The margin of error is a statistic that expresses the amount of random sampling error in a survey’s results. It quantifies the uncertainty of using a sample proportion to estimate the proportion for the entire population. To calculate the margin of error for a proportion, we use the following formula:
Margin of Error (ME) = z* * √[p̂(1-p̂) / n]
In this formula:
- p̂ (p-hat) is the sample proportion.
- n is the sample size.
- z* is the critical value, which is determined by the confidence level.
First, we identify the values from the problem. The sample size n is 100 people. The sample proportion p̂ is 17%, which we write as the decimal 0.17.
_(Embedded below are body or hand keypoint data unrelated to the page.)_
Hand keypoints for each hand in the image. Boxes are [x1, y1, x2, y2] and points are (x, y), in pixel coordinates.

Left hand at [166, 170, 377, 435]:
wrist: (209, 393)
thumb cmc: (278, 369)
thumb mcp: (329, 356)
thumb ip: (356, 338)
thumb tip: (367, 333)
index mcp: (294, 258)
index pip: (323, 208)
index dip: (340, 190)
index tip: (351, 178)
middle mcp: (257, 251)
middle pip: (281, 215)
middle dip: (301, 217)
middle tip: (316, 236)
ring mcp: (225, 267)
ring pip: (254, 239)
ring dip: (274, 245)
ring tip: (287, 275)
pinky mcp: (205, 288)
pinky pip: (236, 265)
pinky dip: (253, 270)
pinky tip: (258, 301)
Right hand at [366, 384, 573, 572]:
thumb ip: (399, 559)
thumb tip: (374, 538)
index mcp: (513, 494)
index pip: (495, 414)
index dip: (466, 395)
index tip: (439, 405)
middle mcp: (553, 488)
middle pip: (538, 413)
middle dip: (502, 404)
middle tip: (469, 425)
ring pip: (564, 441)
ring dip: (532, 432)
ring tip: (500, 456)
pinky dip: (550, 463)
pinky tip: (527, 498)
Next, we need to find the critical value z* for a 99% confidence level. A 99% confidence level means that 99% of the distribution is centered around the mean, leaving 1% of the probability in the tails of the standard normal distribution. This 1% is split equally between the two tails, so there is 0.5% (or 0.005) in each tail. The z-score that corresponds to a cumulative probability of 0.995 (1 minus 0.005) is approximately 2.576. This is our z* value.
Now, we can plug all the values into the formula:
ME = 2.576 * √[(0.17 * (1 – 0.17)) / 100]
We calculate the part inside the square root first:
ME = 2.576 * √[(0.17 * 0.83) / 100]
ME = 2.576 * √[0.1411 / 100]
ME = 2.576 * √[0.001411]
Taking the square root gives:
ME ≈ 2.576 * 0.03756
Finally, we perform the multiplication:
ME ≈ 0.09676
The question asks for the answer to be rounded to three decimal places. Rounding 0.09676 gives us 0.097.